• _Supplied records_
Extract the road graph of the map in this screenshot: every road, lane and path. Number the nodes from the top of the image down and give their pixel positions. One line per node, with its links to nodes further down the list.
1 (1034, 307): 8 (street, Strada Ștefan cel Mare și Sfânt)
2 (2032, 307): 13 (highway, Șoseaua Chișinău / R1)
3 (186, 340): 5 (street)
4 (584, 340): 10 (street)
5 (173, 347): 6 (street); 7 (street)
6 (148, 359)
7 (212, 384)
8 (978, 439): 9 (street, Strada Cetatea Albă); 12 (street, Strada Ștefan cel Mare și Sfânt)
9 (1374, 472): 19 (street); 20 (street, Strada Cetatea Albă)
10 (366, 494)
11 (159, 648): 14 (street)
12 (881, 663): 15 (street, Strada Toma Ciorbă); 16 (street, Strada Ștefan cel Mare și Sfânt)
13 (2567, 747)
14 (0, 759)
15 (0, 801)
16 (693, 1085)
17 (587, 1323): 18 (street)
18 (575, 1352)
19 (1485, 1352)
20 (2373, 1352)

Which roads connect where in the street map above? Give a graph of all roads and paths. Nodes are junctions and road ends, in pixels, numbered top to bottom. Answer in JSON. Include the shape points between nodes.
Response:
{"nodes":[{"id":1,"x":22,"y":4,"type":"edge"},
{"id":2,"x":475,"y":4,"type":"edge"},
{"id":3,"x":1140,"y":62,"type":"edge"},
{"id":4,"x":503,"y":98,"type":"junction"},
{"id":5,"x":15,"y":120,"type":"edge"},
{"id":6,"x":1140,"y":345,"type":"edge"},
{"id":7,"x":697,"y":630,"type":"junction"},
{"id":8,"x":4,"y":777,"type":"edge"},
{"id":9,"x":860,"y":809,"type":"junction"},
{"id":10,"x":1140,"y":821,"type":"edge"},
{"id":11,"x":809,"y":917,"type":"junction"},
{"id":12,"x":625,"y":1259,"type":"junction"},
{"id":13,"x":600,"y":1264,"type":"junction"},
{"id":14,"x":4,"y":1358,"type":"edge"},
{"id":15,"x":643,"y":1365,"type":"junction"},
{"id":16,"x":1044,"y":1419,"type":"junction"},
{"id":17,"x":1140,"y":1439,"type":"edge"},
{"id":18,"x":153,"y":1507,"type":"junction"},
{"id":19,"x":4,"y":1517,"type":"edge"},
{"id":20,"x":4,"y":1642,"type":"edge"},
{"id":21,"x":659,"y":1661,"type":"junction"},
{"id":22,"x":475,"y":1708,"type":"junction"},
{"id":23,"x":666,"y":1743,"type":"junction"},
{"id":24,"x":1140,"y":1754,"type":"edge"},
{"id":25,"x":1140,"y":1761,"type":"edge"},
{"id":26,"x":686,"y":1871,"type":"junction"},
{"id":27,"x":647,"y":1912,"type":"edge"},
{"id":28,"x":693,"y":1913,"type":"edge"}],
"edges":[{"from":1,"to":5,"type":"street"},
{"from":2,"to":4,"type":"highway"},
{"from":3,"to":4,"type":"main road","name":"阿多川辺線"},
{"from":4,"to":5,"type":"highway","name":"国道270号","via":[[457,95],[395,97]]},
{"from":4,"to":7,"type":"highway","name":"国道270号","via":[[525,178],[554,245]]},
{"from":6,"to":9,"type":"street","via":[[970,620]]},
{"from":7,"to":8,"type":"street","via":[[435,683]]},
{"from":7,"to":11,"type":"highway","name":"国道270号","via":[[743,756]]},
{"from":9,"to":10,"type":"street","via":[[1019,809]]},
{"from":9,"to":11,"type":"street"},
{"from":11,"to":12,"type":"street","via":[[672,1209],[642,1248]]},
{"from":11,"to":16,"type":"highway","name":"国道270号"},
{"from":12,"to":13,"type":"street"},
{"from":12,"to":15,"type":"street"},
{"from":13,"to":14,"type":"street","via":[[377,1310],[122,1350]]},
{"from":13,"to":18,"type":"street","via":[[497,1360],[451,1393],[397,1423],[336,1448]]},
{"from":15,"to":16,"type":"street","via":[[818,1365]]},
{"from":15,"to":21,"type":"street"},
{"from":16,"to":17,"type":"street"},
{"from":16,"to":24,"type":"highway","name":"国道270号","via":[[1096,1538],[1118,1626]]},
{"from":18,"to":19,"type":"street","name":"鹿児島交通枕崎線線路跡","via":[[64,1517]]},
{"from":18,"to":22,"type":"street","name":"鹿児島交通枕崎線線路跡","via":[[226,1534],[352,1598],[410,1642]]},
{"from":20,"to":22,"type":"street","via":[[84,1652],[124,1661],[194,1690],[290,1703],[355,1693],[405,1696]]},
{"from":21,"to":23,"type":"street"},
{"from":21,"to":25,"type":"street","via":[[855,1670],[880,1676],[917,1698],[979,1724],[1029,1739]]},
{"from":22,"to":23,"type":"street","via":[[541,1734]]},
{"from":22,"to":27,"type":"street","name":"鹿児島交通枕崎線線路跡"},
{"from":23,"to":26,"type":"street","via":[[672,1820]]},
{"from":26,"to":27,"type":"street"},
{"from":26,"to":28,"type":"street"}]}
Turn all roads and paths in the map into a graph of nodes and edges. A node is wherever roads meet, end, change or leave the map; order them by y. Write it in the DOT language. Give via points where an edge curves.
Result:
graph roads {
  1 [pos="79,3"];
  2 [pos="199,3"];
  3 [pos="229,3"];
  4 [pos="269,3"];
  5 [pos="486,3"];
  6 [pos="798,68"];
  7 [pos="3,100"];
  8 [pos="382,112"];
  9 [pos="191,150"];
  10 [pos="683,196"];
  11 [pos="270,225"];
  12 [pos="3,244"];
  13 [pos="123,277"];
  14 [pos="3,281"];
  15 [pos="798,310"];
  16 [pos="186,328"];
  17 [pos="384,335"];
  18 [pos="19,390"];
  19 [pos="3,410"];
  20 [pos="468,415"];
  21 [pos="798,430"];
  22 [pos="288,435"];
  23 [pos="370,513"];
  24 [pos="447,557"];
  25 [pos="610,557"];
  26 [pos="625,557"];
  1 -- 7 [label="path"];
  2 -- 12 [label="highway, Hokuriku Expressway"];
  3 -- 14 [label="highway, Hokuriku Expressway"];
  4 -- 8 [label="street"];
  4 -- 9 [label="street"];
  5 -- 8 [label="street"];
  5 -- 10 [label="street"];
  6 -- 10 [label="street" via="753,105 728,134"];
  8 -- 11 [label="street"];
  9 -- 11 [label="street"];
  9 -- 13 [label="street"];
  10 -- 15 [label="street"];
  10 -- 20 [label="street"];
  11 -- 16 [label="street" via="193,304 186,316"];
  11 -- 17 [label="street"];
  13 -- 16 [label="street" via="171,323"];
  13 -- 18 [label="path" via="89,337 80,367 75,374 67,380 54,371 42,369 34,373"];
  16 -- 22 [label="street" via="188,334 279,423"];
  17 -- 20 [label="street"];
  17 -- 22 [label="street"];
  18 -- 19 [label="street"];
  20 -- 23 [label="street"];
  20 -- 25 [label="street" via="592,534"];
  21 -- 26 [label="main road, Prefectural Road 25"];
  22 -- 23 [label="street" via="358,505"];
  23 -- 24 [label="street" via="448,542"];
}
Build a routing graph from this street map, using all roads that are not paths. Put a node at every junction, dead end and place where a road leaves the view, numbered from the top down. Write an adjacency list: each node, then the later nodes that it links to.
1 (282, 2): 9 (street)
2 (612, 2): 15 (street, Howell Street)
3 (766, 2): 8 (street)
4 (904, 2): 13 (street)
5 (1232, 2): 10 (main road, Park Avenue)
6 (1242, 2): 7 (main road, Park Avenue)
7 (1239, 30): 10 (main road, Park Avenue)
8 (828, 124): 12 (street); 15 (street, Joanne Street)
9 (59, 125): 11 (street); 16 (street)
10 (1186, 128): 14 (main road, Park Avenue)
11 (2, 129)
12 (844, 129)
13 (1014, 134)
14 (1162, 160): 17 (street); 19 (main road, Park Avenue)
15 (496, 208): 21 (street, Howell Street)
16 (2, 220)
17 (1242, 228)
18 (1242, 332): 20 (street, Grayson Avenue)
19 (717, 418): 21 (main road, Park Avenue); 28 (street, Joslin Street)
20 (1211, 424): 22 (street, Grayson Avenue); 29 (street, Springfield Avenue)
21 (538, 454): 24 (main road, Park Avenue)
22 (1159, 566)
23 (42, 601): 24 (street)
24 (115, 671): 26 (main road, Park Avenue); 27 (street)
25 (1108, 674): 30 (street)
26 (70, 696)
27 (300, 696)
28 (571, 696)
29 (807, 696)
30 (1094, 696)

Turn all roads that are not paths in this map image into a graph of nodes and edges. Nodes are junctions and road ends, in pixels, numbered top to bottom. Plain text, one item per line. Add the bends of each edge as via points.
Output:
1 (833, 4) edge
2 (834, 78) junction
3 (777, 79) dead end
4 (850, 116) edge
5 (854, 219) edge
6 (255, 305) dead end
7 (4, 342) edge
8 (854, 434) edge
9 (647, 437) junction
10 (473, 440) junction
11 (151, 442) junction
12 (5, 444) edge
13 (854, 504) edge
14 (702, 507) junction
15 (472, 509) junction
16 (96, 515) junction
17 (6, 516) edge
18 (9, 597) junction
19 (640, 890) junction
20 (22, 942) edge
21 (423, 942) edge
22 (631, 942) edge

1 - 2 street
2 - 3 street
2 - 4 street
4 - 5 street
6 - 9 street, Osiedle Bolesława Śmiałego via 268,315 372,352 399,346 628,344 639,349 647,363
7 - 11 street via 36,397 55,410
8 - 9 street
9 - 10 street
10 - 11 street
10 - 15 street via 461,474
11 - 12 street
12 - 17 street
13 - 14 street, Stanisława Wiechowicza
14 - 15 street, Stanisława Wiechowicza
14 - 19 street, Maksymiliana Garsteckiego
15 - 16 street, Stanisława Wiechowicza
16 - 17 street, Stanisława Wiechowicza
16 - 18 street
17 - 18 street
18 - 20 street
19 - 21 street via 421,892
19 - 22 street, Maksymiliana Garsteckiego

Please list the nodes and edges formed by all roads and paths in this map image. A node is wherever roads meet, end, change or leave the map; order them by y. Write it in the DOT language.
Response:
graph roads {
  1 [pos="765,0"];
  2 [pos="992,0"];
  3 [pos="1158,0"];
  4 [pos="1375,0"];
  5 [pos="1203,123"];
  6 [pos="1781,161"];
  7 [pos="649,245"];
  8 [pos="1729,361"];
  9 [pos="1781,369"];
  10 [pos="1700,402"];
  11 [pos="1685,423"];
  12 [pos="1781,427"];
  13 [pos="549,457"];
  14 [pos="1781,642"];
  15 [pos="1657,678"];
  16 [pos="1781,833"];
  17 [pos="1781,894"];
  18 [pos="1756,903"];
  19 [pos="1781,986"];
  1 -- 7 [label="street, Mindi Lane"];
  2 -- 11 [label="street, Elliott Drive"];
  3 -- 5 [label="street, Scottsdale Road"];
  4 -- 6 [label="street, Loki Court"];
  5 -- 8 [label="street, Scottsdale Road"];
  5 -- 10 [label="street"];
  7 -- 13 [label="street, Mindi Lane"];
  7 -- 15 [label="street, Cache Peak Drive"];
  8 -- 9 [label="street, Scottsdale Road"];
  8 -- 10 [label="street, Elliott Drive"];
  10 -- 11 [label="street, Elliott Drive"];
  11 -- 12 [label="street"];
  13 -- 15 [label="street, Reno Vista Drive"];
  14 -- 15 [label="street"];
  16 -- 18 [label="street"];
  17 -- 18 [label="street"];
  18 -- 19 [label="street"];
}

• _What is needed_
Exactly those lines that run from the start of the listing to the line containing "Which roads connect" should be output, and no others.

• _Your solution_
Extract the road graph of the map in this screenshot: every road, lane and path. Number the nodes from the top of the image down and give their pixel positions. One line per node, with its links to nodes further down the list.
1 (1034, 307): 8 (street, Strada Ștefan cel Mare și Sfânt)
2 (2032, 307): 13 (highway, Șoseaua Chișinău / R1)
3 (186, 340): 5 (street)
4 (584, 340): 10 (street)
5 (173, 347): 6 (street); 7 (street)
6 (148, 359)
7 (212, 384)
8 (978, 439): 9 (street, Strada Cetatea Albă); 12 (street, Strada Ștefan cel Mare și Sfânt)
9 (1374, 472): 19 (street); 20 (street, Strada Cetatea Albă)
10 (366, 494)
11 (159, 648): 14 (street)
12 (881, 663): 15 (street, Strada Toma Ciorbă); 16 (street, Strada Ștefan cel Mare și Sfânt)
13 (2567, 747)
14 (0, 759)
15 (0, 801)
16 (693, 1085)
17 (587, 1323): 18 (street)
18 (575, 1352)
19 (1485, 1352)
20 (2373, 1352)

Which roads connect where in the street map above? Give a graph of all roads and paths. Nodes are junctions and road ends, in pixels, numbered top to bottom. Answer in JSON. Include the shape points between nodes.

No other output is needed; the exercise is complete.